(Dataset excerpts begins)
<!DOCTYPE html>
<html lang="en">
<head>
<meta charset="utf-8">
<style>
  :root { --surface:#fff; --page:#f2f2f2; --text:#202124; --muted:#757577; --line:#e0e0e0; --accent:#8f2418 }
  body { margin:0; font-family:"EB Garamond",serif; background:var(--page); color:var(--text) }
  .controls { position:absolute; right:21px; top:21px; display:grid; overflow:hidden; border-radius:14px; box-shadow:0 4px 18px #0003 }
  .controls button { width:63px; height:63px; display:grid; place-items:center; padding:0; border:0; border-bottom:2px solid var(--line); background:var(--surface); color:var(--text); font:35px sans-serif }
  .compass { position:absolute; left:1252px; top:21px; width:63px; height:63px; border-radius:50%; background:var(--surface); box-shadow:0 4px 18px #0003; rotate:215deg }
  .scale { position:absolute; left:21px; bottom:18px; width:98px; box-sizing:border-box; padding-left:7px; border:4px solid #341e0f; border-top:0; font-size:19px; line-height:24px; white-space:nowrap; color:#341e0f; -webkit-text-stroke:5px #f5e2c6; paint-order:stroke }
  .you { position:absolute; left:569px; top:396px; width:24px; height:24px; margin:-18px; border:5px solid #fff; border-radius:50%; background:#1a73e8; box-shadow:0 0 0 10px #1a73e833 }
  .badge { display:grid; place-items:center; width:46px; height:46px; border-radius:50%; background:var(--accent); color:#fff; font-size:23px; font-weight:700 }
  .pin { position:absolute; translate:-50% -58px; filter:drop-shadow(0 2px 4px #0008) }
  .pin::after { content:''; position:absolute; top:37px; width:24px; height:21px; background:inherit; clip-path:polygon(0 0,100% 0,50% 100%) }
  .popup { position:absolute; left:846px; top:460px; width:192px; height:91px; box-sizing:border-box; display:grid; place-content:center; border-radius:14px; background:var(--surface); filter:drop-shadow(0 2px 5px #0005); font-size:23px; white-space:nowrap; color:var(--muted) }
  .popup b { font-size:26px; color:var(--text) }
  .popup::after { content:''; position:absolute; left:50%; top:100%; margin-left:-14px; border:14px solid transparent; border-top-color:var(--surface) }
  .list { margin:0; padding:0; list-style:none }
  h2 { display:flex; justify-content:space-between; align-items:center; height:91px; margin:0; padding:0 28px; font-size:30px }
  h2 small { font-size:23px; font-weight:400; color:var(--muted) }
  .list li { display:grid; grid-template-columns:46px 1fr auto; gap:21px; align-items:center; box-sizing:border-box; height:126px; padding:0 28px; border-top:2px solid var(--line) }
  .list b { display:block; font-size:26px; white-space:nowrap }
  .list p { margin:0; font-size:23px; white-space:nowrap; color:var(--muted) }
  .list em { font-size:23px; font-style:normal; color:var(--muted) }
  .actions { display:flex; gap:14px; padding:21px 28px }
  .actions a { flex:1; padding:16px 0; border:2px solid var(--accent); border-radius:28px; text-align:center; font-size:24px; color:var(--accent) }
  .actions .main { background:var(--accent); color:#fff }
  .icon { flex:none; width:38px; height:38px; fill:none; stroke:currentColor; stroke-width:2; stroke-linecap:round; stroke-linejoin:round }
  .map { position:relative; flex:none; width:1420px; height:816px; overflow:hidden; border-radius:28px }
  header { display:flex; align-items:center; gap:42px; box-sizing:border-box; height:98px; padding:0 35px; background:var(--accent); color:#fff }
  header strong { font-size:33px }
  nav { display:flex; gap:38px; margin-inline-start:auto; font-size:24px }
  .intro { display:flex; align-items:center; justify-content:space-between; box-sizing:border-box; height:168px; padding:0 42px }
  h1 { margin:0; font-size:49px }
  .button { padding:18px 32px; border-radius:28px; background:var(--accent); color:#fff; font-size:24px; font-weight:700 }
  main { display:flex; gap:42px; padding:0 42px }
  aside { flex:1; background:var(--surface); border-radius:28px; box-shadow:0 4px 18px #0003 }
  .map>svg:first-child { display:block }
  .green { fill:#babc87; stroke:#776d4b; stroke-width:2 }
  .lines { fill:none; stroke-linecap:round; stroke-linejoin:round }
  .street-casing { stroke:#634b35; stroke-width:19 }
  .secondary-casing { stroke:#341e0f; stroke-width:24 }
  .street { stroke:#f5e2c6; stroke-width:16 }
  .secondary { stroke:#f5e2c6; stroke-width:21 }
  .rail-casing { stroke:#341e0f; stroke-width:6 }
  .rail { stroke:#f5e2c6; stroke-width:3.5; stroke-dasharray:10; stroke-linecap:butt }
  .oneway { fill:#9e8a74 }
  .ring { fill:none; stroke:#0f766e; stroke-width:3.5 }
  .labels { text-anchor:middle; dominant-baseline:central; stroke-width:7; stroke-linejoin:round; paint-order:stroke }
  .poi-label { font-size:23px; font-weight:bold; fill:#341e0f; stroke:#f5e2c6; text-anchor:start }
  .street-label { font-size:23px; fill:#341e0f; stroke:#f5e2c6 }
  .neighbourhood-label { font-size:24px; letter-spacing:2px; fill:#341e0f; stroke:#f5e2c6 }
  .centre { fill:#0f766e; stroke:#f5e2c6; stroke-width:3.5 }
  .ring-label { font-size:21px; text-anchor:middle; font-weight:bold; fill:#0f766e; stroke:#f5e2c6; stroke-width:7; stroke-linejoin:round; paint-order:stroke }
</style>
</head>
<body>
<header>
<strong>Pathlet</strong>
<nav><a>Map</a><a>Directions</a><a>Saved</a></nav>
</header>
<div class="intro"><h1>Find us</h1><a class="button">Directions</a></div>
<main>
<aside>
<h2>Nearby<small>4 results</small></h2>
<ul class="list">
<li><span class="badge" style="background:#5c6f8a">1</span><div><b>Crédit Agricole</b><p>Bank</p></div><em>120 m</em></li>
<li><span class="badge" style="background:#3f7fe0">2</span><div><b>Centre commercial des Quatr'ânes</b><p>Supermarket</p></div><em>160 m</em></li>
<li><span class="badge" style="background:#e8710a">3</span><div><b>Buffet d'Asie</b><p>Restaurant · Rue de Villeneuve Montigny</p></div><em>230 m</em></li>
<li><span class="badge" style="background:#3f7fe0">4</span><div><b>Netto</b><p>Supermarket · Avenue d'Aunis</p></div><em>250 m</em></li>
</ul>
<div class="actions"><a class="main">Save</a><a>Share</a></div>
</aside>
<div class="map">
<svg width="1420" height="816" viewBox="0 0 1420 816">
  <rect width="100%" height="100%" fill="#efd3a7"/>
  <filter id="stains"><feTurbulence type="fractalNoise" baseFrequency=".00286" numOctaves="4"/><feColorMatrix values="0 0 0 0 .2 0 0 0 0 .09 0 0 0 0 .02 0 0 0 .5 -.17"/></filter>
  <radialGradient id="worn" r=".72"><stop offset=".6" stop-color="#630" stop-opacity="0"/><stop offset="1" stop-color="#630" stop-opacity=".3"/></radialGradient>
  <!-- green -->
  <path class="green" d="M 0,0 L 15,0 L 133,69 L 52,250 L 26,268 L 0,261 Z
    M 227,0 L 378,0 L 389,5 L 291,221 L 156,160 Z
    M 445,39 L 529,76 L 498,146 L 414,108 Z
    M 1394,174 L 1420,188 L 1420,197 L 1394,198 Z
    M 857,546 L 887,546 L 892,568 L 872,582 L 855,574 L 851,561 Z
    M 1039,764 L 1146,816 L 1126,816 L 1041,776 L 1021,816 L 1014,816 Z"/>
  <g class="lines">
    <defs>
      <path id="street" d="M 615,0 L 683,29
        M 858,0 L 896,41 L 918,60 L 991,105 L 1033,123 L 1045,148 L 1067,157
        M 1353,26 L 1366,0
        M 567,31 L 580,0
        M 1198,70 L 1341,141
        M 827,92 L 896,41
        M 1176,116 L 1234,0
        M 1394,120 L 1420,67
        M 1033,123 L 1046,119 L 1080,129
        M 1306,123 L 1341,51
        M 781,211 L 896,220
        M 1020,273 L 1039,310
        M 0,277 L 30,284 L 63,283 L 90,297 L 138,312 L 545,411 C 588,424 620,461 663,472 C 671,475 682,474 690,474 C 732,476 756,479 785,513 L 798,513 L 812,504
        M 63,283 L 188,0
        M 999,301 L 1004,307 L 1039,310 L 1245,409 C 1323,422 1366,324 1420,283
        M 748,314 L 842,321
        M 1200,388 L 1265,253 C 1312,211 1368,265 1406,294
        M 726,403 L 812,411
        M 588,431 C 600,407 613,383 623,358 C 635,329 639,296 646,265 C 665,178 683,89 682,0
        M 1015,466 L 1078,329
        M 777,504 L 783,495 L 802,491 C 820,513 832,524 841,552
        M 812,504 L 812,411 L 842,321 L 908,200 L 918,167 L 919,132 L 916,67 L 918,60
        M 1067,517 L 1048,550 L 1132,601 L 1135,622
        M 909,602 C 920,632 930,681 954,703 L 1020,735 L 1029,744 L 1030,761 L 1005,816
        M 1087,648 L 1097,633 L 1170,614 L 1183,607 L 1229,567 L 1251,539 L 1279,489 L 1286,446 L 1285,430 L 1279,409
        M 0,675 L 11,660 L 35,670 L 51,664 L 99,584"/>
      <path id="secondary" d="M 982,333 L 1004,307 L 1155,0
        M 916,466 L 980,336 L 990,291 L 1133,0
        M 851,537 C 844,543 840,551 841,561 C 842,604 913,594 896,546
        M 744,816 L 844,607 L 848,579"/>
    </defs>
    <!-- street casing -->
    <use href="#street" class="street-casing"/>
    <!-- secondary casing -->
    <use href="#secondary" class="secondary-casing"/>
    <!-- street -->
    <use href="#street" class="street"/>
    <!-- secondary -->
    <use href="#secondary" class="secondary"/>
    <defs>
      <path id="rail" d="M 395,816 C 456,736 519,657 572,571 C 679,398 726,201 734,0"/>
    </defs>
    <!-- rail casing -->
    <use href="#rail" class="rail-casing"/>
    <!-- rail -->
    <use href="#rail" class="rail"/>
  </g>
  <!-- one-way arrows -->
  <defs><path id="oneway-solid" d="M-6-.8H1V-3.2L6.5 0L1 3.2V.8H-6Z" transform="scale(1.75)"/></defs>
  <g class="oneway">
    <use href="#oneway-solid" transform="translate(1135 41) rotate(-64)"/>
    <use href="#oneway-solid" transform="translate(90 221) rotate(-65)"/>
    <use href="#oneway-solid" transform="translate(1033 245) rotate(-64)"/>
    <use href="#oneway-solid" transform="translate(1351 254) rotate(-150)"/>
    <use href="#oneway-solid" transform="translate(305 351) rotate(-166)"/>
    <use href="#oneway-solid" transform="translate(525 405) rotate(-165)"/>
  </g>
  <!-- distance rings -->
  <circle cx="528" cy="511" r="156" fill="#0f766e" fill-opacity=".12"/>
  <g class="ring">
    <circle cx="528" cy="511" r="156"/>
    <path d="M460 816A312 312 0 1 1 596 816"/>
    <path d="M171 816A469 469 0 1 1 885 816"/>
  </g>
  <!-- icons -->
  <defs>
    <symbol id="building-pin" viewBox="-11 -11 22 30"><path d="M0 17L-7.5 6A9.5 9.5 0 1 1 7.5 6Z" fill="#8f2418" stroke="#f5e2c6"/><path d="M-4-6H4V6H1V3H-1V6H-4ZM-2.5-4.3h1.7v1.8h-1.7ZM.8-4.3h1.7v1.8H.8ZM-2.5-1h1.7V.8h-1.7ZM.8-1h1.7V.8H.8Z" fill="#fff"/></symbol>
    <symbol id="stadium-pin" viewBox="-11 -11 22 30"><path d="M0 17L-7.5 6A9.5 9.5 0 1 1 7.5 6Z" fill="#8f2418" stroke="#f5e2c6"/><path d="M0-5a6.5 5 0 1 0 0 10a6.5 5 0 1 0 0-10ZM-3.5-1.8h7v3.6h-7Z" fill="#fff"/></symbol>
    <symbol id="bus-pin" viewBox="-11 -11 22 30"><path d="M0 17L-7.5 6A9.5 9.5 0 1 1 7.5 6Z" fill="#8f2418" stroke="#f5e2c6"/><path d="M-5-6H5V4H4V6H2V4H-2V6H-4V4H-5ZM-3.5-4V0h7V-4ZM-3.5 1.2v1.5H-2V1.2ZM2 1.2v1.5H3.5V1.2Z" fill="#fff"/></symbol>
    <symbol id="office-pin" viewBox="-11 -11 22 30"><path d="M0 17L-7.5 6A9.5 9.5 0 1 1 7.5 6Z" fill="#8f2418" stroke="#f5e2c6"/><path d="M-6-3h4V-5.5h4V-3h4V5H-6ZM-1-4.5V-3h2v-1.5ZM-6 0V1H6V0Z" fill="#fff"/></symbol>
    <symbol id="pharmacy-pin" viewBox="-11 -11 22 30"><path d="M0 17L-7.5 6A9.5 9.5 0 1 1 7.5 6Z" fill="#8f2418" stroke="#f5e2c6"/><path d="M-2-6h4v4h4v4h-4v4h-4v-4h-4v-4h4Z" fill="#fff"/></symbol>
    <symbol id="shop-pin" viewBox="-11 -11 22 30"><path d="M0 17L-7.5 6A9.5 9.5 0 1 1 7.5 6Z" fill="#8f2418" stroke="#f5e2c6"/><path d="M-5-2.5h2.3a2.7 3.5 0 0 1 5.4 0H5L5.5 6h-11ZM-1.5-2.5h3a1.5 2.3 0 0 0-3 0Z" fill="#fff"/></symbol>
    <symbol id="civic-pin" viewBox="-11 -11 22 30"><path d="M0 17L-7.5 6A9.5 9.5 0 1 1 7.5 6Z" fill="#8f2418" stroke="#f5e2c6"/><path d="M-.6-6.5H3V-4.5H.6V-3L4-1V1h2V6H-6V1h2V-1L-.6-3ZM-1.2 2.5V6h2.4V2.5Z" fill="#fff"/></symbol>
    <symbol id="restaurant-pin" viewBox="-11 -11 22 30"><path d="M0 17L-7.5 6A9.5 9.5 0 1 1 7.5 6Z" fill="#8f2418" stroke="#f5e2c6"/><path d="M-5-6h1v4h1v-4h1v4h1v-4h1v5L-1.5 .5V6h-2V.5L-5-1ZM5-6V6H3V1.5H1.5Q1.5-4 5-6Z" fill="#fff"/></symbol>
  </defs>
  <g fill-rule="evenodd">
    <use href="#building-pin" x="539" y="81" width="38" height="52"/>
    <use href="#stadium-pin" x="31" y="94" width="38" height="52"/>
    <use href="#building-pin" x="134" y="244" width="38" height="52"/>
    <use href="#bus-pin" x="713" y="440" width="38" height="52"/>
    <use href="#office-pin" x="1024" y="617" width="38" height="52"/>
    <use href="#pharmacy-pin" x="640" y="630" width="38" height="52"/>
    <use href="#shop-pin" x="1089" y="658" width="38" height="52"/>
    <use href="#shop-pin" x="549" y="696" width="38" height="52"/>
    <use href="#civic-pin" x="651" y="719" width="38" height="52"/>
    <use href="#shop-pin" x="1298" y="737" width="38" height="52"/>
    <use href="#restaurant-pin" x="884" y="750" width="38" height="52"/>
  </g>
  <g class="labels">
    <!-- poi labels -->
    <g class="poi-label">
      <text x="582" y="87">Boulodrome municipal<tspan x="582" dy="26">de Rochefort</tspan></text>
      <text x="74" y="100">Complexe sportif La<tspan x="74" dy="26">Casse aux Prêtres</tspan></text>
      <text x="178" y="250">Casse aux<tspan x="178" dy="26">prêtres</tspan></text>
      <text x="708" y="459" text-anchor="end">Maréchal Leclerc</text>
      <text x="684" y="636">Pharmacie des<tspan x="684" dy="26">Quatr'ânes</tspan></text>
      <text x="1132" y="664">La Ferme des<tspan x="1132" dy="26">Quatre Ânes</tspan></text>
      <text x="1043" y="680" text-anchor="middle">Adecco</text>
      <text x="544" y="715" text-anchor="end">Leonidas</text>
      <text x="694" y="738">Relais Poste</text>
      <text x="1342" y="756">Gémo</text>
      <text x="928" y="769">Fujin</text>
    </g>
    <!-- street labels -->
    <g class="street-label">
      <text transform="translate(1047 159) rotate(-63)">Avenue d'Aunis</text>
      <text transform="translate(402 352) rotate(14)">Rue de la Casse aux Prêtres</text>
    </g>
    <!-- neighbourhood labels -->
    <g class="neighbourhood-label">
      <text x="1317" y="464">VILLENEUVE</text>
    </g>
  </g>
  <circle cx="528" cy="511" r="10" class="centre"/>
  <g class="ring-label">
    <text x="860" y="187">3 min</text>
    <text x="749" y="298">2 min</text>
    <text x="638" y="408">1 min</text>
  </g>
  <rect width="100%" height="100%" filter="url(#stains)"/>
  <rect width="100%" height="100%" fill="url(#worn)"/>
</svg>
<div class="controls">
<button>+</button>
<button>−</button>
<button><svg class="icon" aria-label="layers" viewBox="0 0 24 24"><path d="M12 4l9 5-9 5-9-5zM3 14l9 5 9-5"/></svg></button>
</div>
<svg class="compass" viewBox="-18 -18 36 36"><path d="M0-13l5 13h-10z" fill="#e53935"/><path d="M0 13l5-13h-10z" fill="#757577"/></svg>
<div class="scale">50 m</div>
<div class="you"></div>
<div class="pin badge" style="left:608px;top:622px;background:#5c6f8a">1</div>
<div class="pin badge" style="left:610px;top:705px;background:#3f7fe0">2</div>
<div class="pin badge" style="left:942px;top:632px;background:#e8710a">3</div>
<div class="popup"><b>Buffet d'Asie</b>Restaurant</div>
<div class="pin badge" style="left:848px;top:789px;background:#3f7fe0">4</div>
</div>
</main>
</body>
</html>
(Dataset excerpts ends)
(Task objective)
Whenever a line of the listing above holds the word "header", copy that line.

(Answer to this task)
  header { display:flex; align-items:center; gap:42px; box-sizing:border-box; height:98px; padding:0 35px; background:var(--accent); color:#fff }
  header strong { font-size:33px }
<header>
</header>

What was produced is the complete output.